Data provided
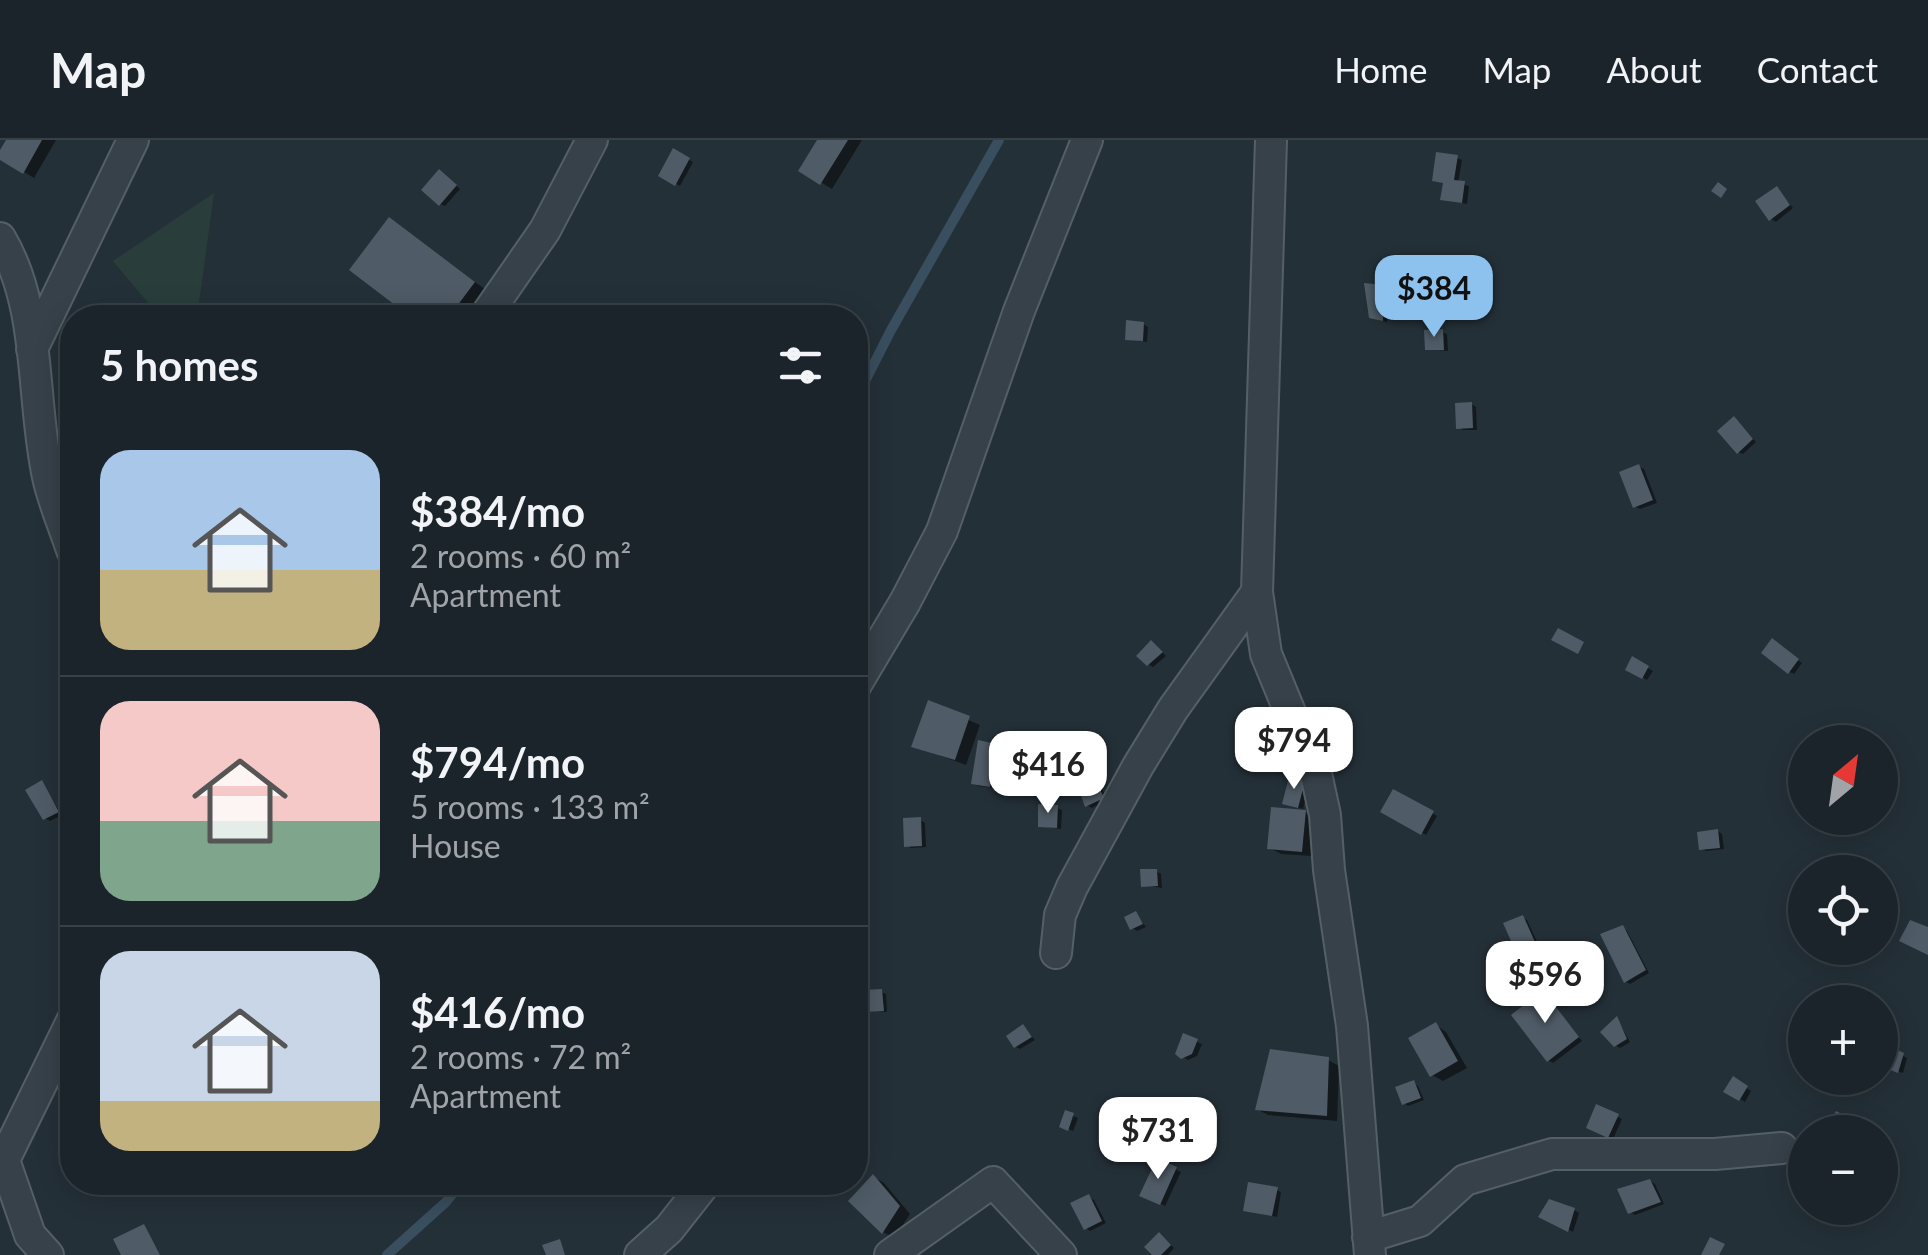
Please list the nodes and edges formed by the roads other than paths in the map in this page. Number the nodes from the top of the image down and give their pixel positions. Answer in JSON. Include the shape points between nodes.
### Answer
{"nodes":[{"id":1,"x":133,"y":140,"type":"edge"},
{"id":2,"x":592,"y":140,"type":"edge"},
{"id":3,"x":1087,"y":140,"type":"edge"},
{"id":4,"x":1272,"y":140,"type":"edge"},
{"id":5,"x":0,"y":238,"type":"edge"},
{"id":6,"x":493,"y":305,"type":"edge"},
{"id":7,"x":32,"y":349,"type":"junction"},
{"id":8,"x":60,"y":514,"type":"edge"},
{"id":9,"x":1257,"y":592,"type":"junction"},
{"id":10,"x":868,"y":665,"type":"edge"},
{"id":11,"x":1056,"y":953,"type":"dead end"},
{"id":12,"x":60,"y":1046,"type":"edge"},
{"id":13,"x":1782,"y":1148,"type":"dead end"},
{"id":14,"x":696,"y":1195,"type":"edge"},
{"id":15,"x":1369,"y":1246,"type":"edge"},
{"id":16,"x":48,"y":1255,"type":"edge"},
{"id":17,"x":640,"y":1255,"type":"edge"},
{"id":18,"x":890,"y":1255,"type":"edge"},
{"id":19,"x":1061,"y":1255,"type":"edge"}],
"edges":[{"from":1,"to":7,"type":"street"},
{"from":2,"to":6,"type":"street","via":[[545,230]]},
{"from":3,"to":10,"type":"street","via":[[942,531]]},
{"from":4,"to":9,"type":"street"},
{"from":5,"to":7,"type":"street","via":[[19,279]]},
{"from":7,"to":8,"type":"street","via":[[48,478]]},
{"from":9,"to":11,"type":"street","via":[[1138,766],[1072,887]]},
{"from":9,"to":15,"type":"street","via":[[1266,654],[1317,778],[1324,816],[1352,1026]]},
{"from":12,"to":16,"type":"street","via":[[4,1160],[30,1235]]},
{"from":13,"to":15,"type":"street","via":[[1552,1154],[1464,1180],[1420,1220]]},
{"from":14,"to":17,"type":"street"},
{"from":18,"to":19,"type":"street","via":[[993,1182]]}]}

--

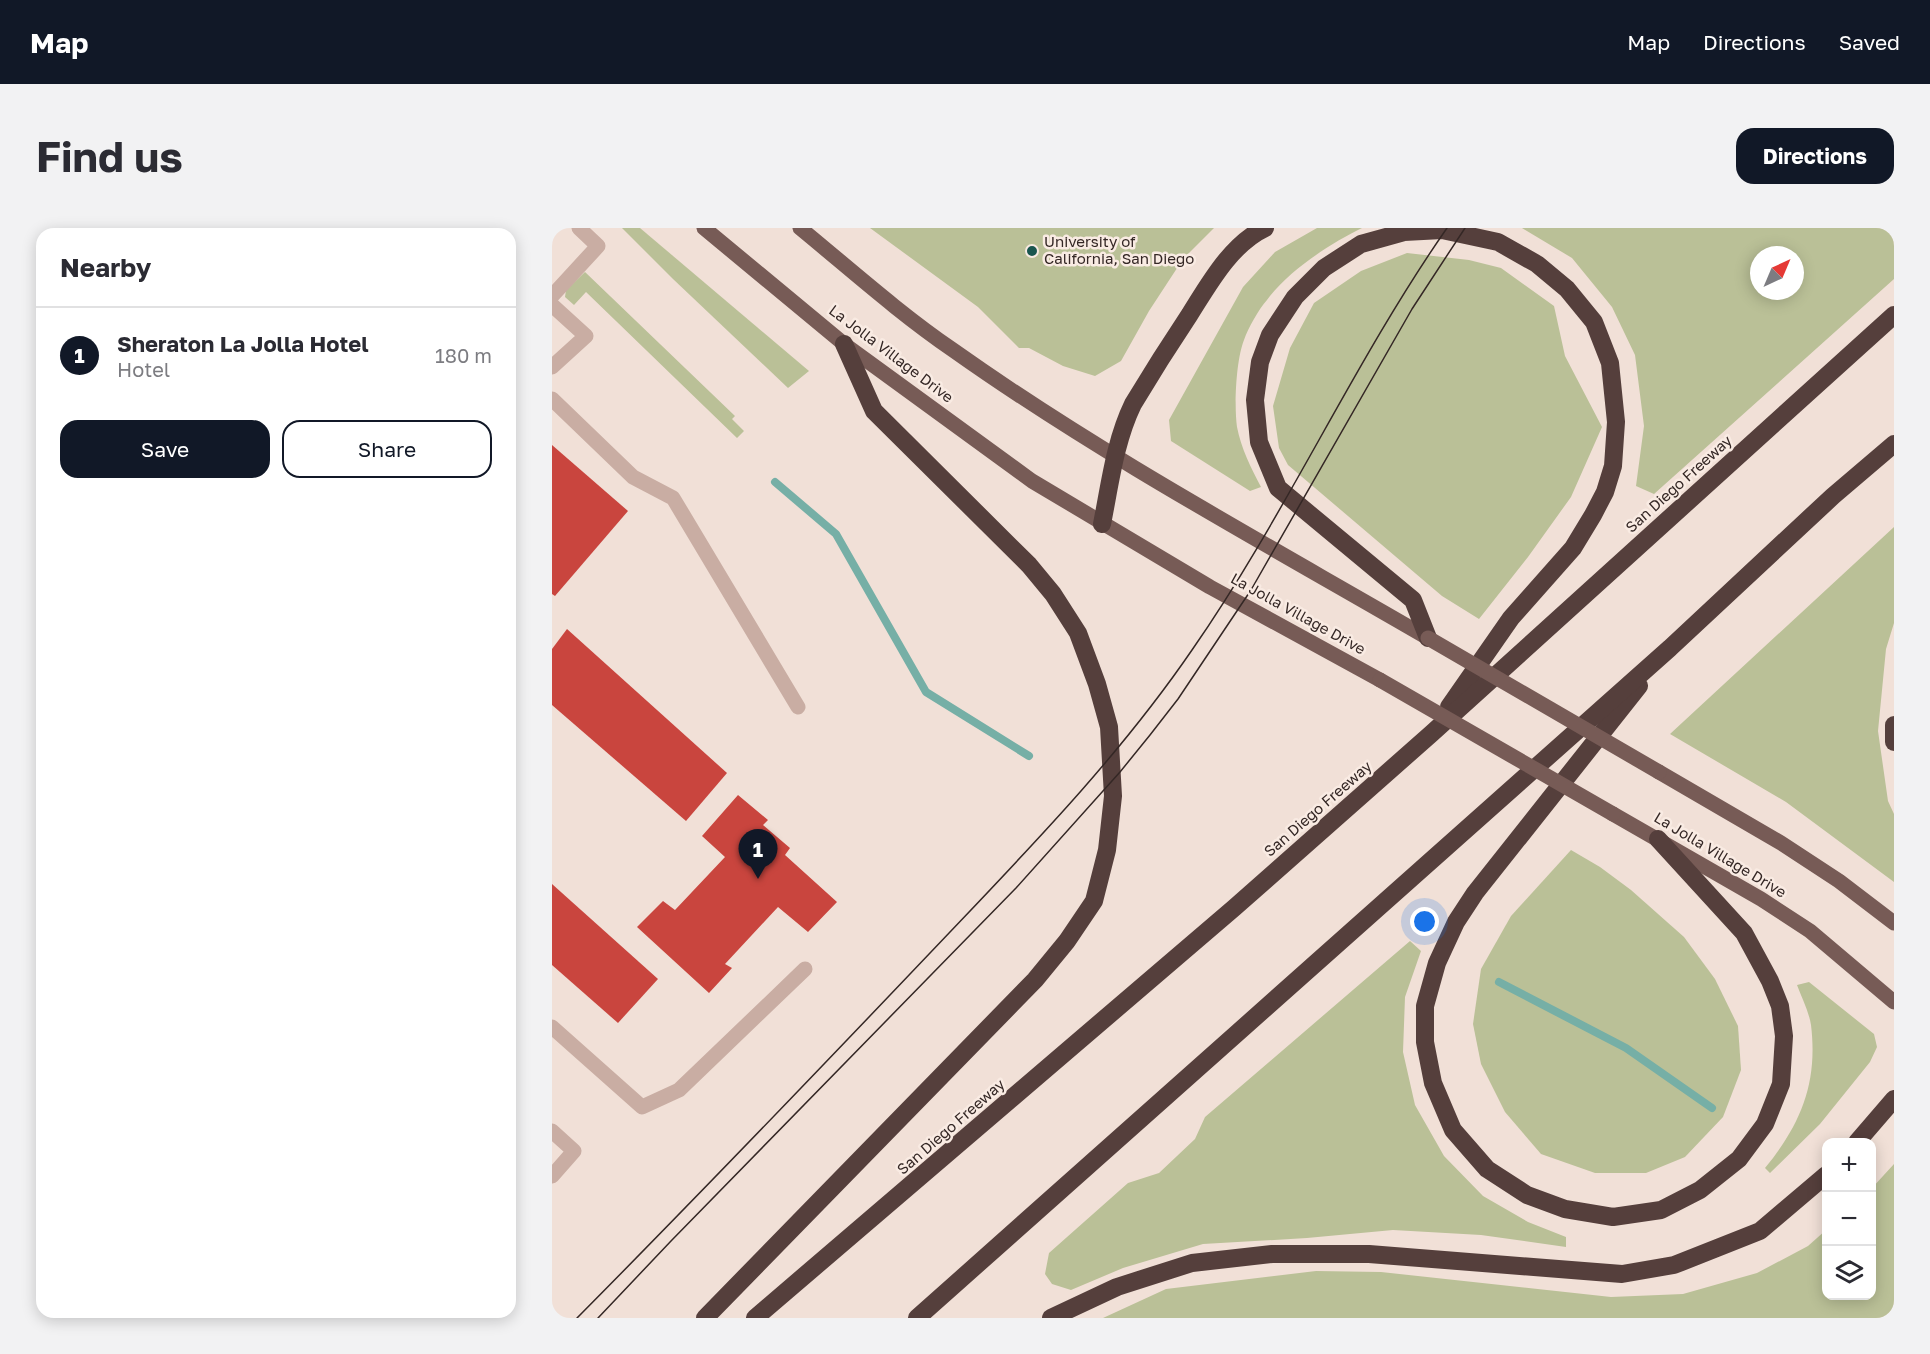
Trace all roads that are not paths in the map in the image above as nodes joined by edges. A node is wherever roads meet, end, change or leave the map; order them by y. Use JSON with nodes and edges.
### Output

==

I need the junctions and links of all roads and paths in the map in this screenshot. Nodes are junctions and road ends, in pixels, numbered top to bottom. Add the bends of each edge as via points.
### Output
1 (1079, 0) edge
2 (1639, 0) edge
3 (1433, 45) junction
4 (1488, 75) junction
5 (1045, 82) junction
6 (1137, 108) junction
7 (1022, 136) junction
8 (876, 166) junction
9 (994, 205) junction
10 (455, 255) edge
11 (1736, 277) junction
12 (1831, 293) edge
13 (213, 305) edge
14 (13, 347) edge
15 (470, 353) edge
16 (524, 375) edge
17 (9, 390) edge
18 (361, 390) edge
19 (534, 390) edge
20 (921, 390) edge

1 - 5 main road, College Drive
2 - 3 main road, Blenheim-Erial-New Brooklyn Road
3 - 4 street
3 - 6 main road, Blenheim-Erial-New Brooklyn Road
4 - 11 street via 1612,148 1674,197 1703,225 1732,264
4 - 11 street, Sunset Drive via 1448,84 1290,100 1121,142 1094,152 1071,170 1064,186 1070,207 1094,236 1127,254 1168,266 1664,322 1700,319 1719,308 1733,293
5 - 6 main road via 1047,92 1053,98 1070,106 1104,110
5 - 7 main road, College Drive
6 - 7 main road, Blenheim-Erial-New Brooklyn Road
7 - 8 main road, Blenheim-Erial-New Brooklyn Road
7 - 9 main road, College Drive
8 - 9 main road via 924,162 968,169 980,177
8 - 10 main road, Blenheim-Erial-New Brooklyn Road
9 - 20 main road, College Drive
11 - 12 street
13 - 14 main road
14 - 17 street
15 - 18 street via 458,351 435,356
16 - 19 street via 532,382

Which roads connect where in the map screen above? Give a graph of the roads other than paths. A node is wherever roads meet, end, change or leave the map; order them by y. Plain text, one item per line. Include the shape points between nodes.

Goal of the exercise
What is needed is the number of lines in the data that contain "above", given with nothing else.

Response area
2